Dirk Bogarde Serves Wife-Killing With Afternoon Tea


A Romantic Leading Man Going Psycho in Cast A Dark Shadow (1955)

Lethal charmer Dirk Bogarde disposes of one wife, then goes in quest of a next. Bogarde, a sort of UK dreamboat alternative to Alec Guinness, had become popular in US art houses for doing comedy, notably his "Doctor" series. Would a same audience welcome him as a serial murderer? Sure it works today, modern viewers better used to Bogarde in darker mode. Cast A Dark Shadow has good dialogue (ported over from the play it's based on?) and a possibly best-ever Margaret Lockwood as a second wife/target not so easily fooled. Major distributors passed on Shadow, two years elapsing before independent DCA (Distributor's Corporation of America) took on US release, in 11/57. "Pint-sized" art house 50th Street Guild, with 450 seats, hosted a New York three-week run where business was spiked by five inch print ads on two columns, this in a season of big studio pics cutting way back on newspaper hype (Bombers B-52 from WB ran only one inch on one column for a same week).
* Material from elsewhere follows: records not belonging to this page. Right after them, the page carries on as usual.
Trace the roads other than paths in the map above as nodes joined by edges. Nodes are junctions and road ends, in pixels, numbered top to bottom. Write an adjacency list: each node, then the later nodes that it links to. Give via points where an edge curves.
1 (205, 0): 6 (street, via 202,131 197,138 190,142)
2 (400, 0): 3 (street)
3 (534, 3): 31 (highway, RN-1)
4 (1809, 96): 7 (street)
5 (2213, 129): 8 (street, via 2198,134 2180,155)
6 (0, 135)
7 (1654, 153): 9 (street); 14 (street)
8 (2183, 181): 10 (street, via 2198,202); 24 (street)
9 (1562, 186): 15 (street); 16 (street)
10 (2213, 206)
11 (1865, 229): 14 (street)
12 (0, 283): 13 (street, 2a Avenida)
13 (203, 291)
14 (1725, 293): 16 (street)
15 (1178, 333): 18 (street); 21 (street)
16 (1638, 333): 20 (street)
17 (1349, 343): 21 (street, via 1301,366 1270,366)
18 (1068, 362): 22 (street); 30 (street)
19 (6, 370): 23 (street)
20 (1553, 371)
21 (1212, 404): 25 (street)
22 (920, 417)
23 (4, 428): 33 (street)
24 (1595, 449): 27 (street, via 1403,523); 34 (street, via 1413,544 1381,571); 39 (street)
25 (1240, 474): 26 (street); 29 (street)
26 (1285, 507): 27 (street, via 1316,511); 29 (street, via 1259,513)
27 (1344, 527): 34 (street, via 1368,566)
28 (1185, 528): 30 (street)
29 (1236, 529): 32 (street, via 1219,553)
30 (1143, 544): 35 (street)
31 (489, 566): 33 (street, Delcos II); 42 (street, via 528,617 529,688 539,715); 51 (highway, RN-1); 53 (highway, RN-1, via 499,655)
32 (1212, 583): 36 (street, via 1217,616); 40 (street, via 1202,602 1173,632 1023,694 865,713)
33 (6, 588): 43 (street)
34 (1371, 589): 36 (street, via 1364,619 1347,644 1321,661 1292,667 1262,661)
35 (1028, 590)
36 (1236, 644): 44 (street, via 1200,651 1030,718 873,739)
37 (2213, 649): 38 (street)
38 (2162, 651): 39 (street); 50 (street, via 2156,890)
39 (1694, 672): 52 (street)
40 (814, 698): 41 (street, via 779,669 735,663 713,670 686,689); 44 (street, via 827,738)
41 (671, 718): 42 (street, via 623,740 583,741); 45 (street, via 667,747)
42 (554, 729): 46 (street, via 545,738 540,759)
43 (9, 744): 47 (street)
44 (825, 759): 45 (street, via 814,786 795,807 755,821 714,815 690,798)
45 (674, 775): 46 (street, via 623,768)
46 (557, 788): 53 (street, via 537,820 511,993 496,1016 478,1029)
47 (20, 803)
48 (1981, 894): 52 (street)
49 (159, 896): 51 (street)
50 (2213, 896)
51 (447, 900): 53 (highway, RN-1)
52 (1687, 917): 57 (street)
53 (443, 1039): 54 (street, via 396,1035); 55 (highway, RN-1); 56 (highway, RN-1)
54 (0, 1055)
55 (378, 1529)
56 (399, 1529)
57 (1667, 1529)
Observers noted that it was now television and art houses spending a most with dailies, the former using ad space to tout network specials and movies on the tube. A bigger flap resulted from Shadow distributor DCA releasing its product to television while theatres were still collecting admission for same. Harrison's Reports got in a lather, as did showmen who trusted DCA to withhold their stuff from the free box for a safe period. Variety search reflects few bookings amongst the keys for Cast A Dark Shadow, and even these might have bailed had they known it would surface in syndication within months.  TCM currently runs a very nice 1.66 transfer that improves considerable over poor videos earlier available.